**Source material**:
Content starts

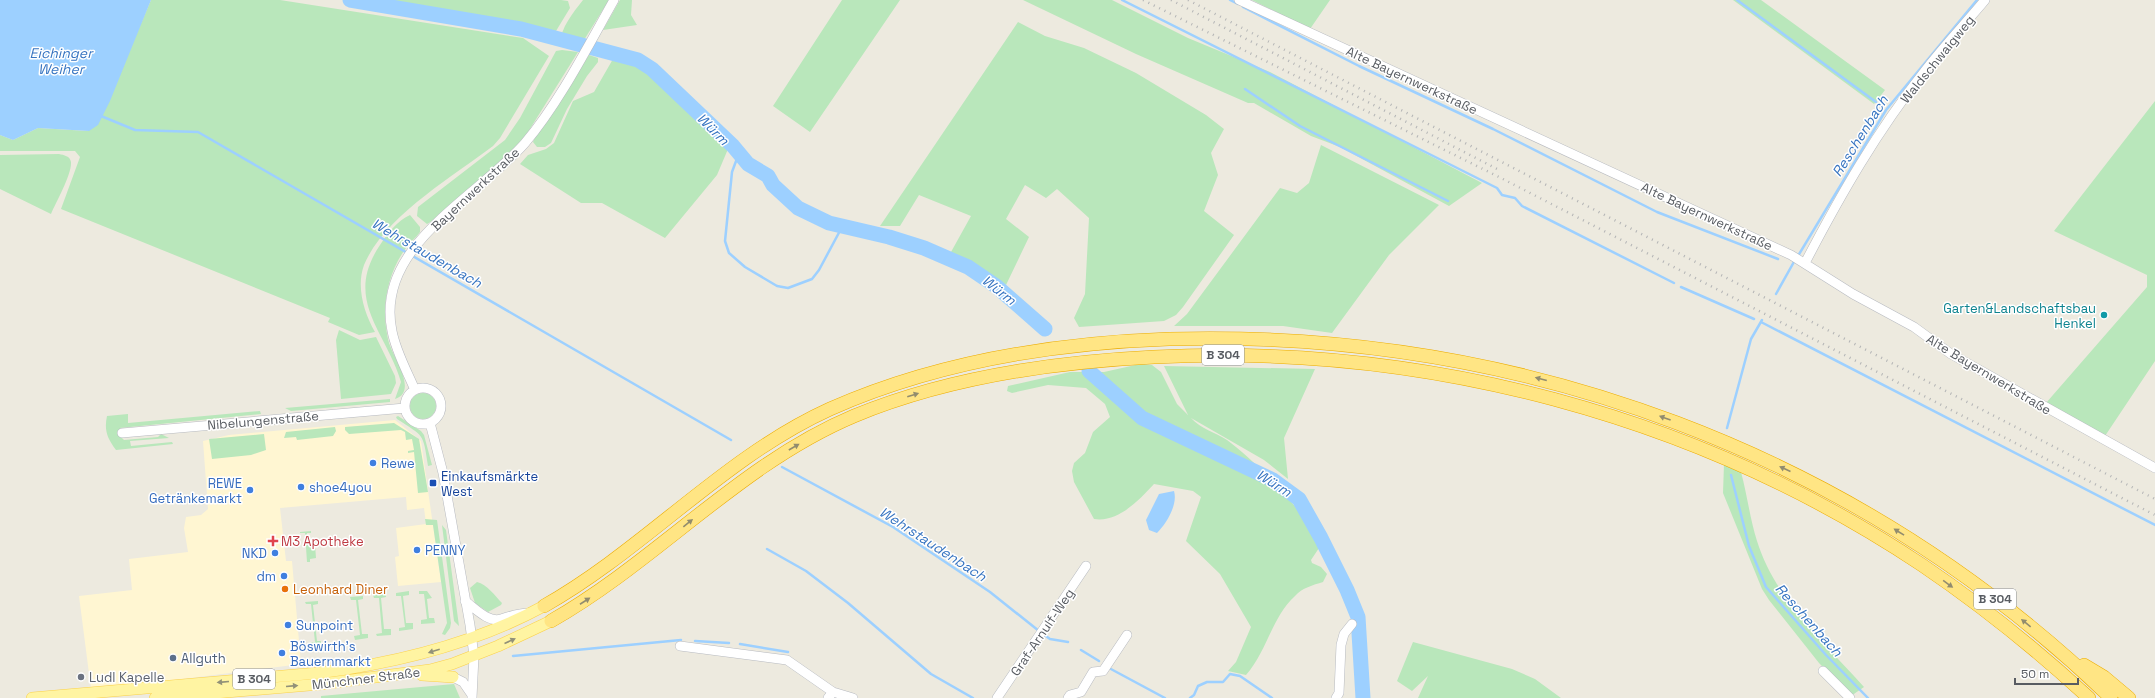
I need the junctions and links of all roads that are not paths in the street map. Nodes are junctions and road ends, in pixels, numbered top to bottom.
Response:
1 (614, 0) edge
2 (1239, 0) edge
3 (1985, 0) edge
4 (1802, 261) junction
5 (415, 390) junction
6 (405, 408) junction
7 (430, 423) junction
8 (122, 433) dead end
9 (2155, 468) edge
10 (1086, 566) dead end
11 (465, 601) junction
12 (544, 606) joint
13 (530, 613) junction
14 (552, 621) joint
15 (1352, 624) dead end
16 (1127, 634) dead end
17 (472, 639) junction
18 (680, 646) dead end
19 (2057, 648) junction
20 (474, 656) junction
21 (2046, 660) junction
22 (1823, 671) dead end
23 (404, 674) junction
24 (453, 678) joint
25 (308, 680) junction
26 (135, 694) edge
27 (831, 695) edge
28 (472, 696) edge
29 (32, 698) edge
30 (156, 698) edge
31 (853, 698) edge
32 (997, 698) edge
33 (1068, 698) edge
34 (1336, 698) edge
35 (1850, 698) edge
36 (2075, 698) edge
37 (2089, 698) edge
38 (2111, 698) edge
39 (2129, 698) edge

1 - 5 street, Bayernwerkstraße
2 - 4 street, Alte Bayernwerkstraße
3 - 4 street, Waldschwaigweg
4 - 9 street, Alte Bayernwerkstraße
5 - 6 street
5 - 7 street
6 - 7 street
6 - 8 street, Nibelungenstraße
7 - 11 street
10 - 32 street, Graf-Arnulf-Weg
11 - 13 street
11 - 17 street
12 - 13 main road, B 304
19 -> 12 highway, B 304
13 - 17 main road, B 304
20 -> 14 main road, B 304
14 -> 21 highway, B 304
15 - 34 street
16 - 33 street
17 - 20 street
17 -> 25 main road, Münchner Straße / B 304
18 - 27 street
19 - 38 highway, B 304
19 - 39 highway
20 - 23 main road, Münchner Straße / B 304
20 - 28 street
21 - 36 highway
21 - 37 highway, B 304
22 - 35 street
23 - 24 main road
23 - 25 main road, Münchner Straße / B 304
24 - 28 street
25 -> 26 main road, Münchner Straße / B 304
30 -> 25 main road, Münchner Straße / B 304
26 - 29 main road, Münchner Straße / B 304
27 - 31 street

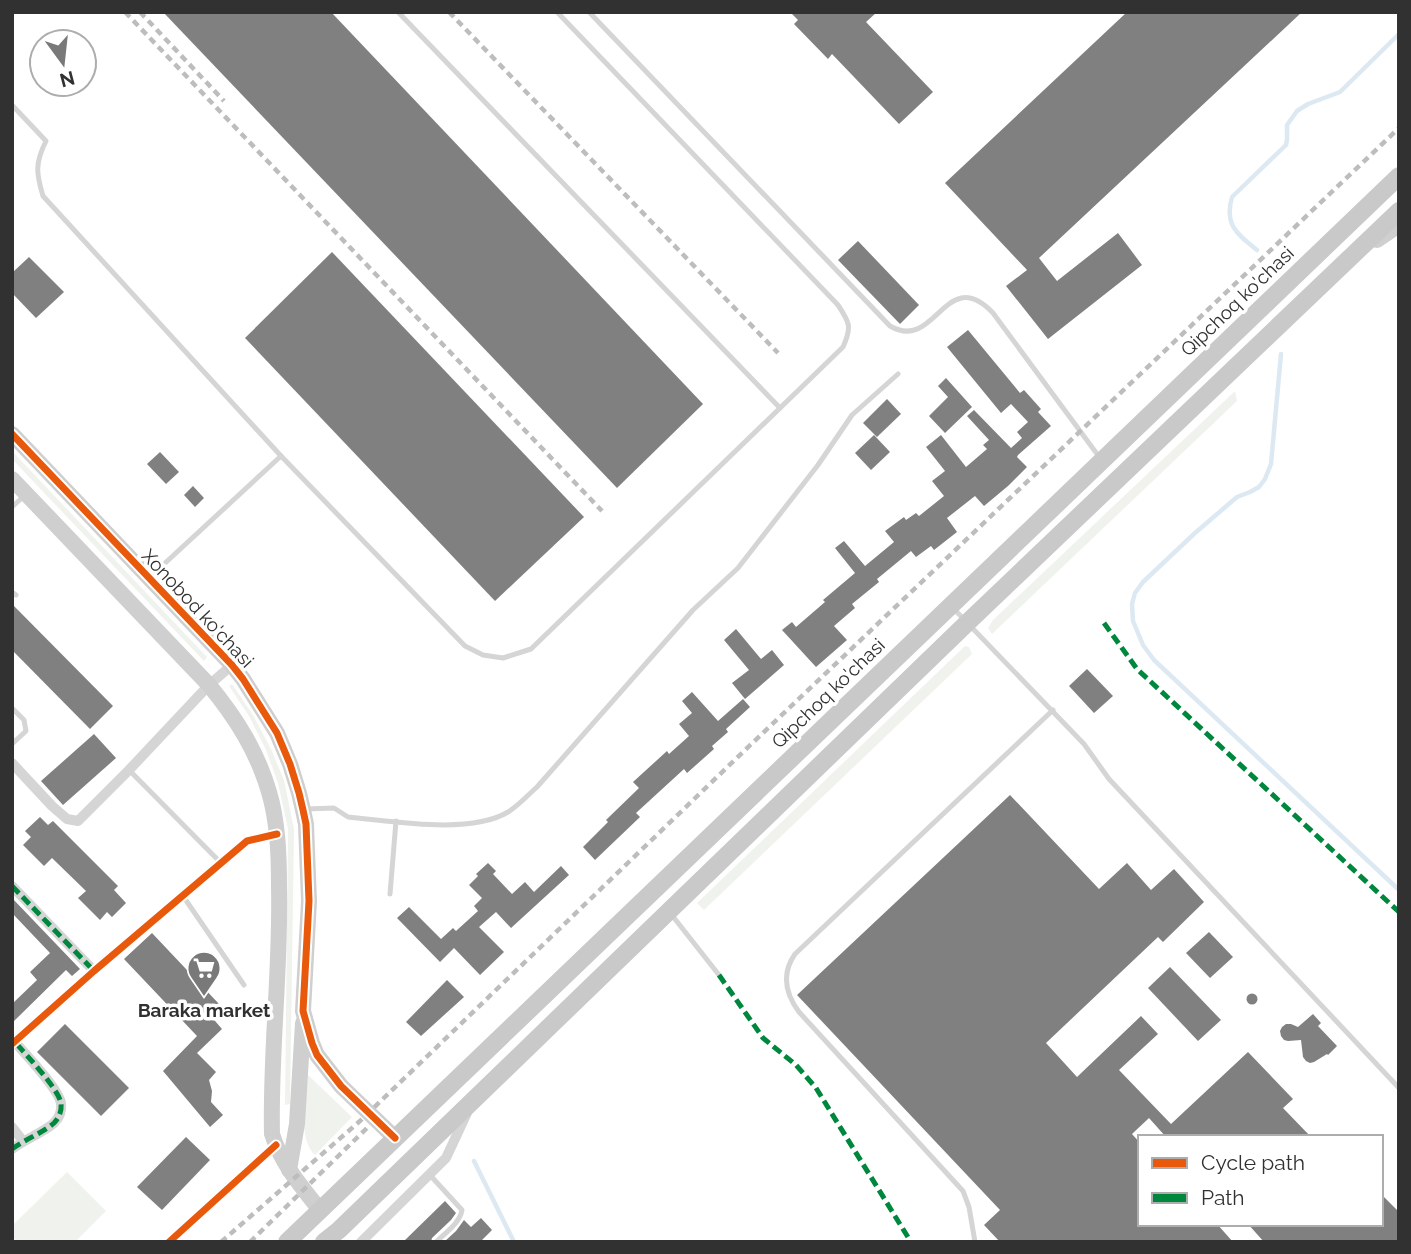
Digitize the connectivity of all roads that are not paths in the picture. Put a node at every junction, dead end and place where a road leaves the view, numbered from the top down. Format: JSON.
{"nodes":[{"id":1,"x":398,"y":12,"type":"edge"},
{"id":2,"x":557,"y":12,"type":"edge"},
{"id":3,"x":589,"y":12,"type":"edge"},
{"id":4,"x":12,"y":106,"type":"edge"},
{"id":5,"x":1399,"y":176,"type":"edge"},
{"id":6,"x":1399,"y":211,"type":"edge"},
{"id":7,"x":1399,"y":225,"type":"edge"},
{"id":8,"x":1346,"y":261,"type":"junction"},
{"id":9,"x":1215,"y":351,"type":"junction"},
{"id":10,"x":1233,"y":369,"type":"junction"},
{"id":11,"x":898,"y":374,"type":"dead end"},
{"id":12,"x":779,"y":408,"type":"junction"},
{"id":13,"x":12,"y":434,"type":"edge"},
{"id":14,"x":281,"y":456,"type":"junction"},
{"id":15,"x":1101,"y":460,"type":"junction"},
{"id":16,"x":12,"y":479,"type":"edge"},
{"id":17,"x":26,"y":494,"type":"junction"},
{"id":18,"x":12,"y":507,"type":"edge"},
{"id":19,"x":149,"y":578,"type":"junction"},
{"id":20,"x":950,"y":605,"type":"junction"},
{"id":21,"x":967,"y":622,"type":"junction"},
{"id":22,"x":232,"y":666,"type":"junction"},
{"id":23,"x":209,"y":685,"type":"junction"},
{"id":24,"x":12,"y":708,"type":"edge"},
{"id":25,"x":1053,"y":710,"type":"junction"},
{"id":26,"x":12,"y":744,"type":"edge"},
{"id":27,"x":12,"y":763,"type":"edge"},
{"id":28,"x":129,"y":769,"type":"junction"},
{"id":29,"x":303,"y":810,"type":"junction"},
{"id":30,"x":396,"y":821,"type":"junction"},
{"id":31,"x":277,"y":834,"type":"junction"},
{"id":32,"x":220,"y":863,"type":"junction"},
{"id":33,"x":12,"y":886,"type":"edge"},
{"id":34,"x":390,"y":894,"type":"dead end"},
{"id":35,"x":183,"y":896,"type":"junction"},
{"id":36,"x":668,"y":911,"type":"junction"},
{"id":37,"x":94,"y":971,"type":"junction"},
{"id":38,"x":719,"y":975,"type":"dead end"},
{"id":39,"x":244,"y":985,"type":"dead end"},
{"id":40,"x":303,"y":1011,"type":"junction"},
{"id":41,"x":14,"y":1043,"type":"edge"},
{"id":42,"x":1399,"y":1088,"type":"edge"},
{"id":43,"x":474,"y":1100,"type":"junction"},
{"id":44,"x":12,"y":1127,"type":"edge"},
{"id":45,"x":395,"y":1138,"type":"junction"},
{"id":46,"x":23,"y":1141,"type":"junction"},
{"id":47,"x":275,"y":1145,"type":"junction"},
{"id":48,"x":12,"y":1149,"type":"edge"},
{"id":49,"x":414,"y":1157,"type":"junction"},
{"id":50,"x":289,"y":1170,"type":"junction"},
{"id":51,"x":429,"y":1174,"type":"junction"},
{"id":52,"x":320,"y":1210,"type":"junction"},
{"id":53,"x":339,"y":1230,"type":"junction"},
{"id":54,"x":169,"y":1242,"type":"edge"},
{"id":55,"x":287,"y":1242,"type":"edge"},
{"id":56,"x":324,"y":1242,"type":"edge"},
{"id":57,"x":361,"y":1242,"type":"edge"},
{"id":58,"x":436,"y":1242,"type":"edge"},
{"id":59,"x":975,"y":1242,"type":"edge"}],
"edges":[{"from":1,"to":12,"type":"lane"},
{"from":2,"to":12,"type":"lane"},
{"from":3,"to":15,"type":"lane"},
{"from":4,"to":14,"type":"lane"},
{"from":5,"to":9,"type":"main road","name":"Qipchoq ko'chasi"},
{"from":6,"to":8,"type":"main road"},
{"from":7,"to":8,"type":"street"},
{"from":8,"to":10,"type":"main road"},
{"from":9,"to":10,"type":"main road"},
{"from":9,"to":15,"type":"main road","name":"Qipchoq ko'chasi"},
{"from":10,"to":21,"type":"main road"},
{"from":11,"to":30,"type":"lane"},
{"from":12,"to":14,"type":"lane"},
{"from":13,"to":19,"type":"street","name":"Xonobod ko'chasi"},
{"from":14,"to":19,"type":"lane"},
{"from":15,"to":20,"type":"main road","name":"Qipchoq ko'chasi"},
{"from":16,"to":17,"type":"street"},
{"from":17,"to":18,"type":"lane"},
{"from":17,"to":23,"type":"street"},
{"from":19,"to":22,"type":"street","name":"Xonobod ko'chasi"},
{"from":20,"to":21,"type":"lane"},
{"from":20,"to":45,"type":"main road","name":"Qipchoq ko'chasi"},
{"from":21,"to":25,"type":"lane"},
{"from":21,"to":36,"type":"main road"},
{"from":22,"to":23,"type":"street"},
{"from":22,"to":29,"type":"street","name":"Xonobod ko'chasi"},
{"from":23,"to":28,"type":"street"},
{"from":23,"to":31,"type":"street"},
{"from":24,"to":26,"type":"lane"},
{"from":25,"to":42,"type":"lane"},
{"from":25,"to":59,"type":"lane"},
{"from":27,"to":28,"type":"street"},
{"from":28,"to":32,"type":"lane"},
{"from":29,"to":30,"type":"lane"},
{"from":29,"to":40,"type":"street","name":"Xonobod ko'chasi"},
{"from":30,"to":34,"type":"lane"},
{"from":31,"to":32,"type":"street"},
{"from":31,"to":47,"type":"street"},
{"from":32,"to":35,"type":"street"},
{"from":33,"to":37,"type":"street"},
{"from":35,"to":37,"type":"street"},
{"from":35,"to":39,"type":"lane"},
{"from":36,"to":38,"type":"lane"},
{"from":36,"to":43,"type":"main road"},
{"from":37,"to":41,"type":"street"},
{"from":40,"to":45,"type":"street","name":"Xonobod ko'chasi"},
{"from":40,"to":50,"type":"street"},
{"from":41,"to":46,"type":"street"},
{"from":43,"to":49,"type":"main road"},
{"from":43,"to":51,"type":"street"},
{"from":44,"to":46,"type":"street"},
{"from":45,"to":49,"type":"main road"},
{"from":45,"to":52,"type":"main road","name":"Qipchoq ko'chasi"},
{"from":46,"to":48,"type":"street"},
{"from":47,"to":50,"type":"street"},
{"from":47,"to":54,"type":"street"},
{"from":49,"to":53,"type":"main road"},
{"from":50,"to":52,"type":"street"},
{"from":51,"to":57,"type":"street"},
{"from":51,"to":58,"type":"lane"},
{"from":52,"to":53,"type":"main road"},
{"from":52,"to":55,"type":"main road","name":"Qipchoq ko'chasi"},
{"from":53,"to":56,"type":"main road"}]}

Content ends

**To do**: Give every line of the material that includes the string "highway".

**Task solution**:
19 -> 12 highway, B 304
14 -> 21 highway, B 304
19 - 38 highway, B 304
19 - 39 highway
21 - 36 highway
21 - 37 highway, B 304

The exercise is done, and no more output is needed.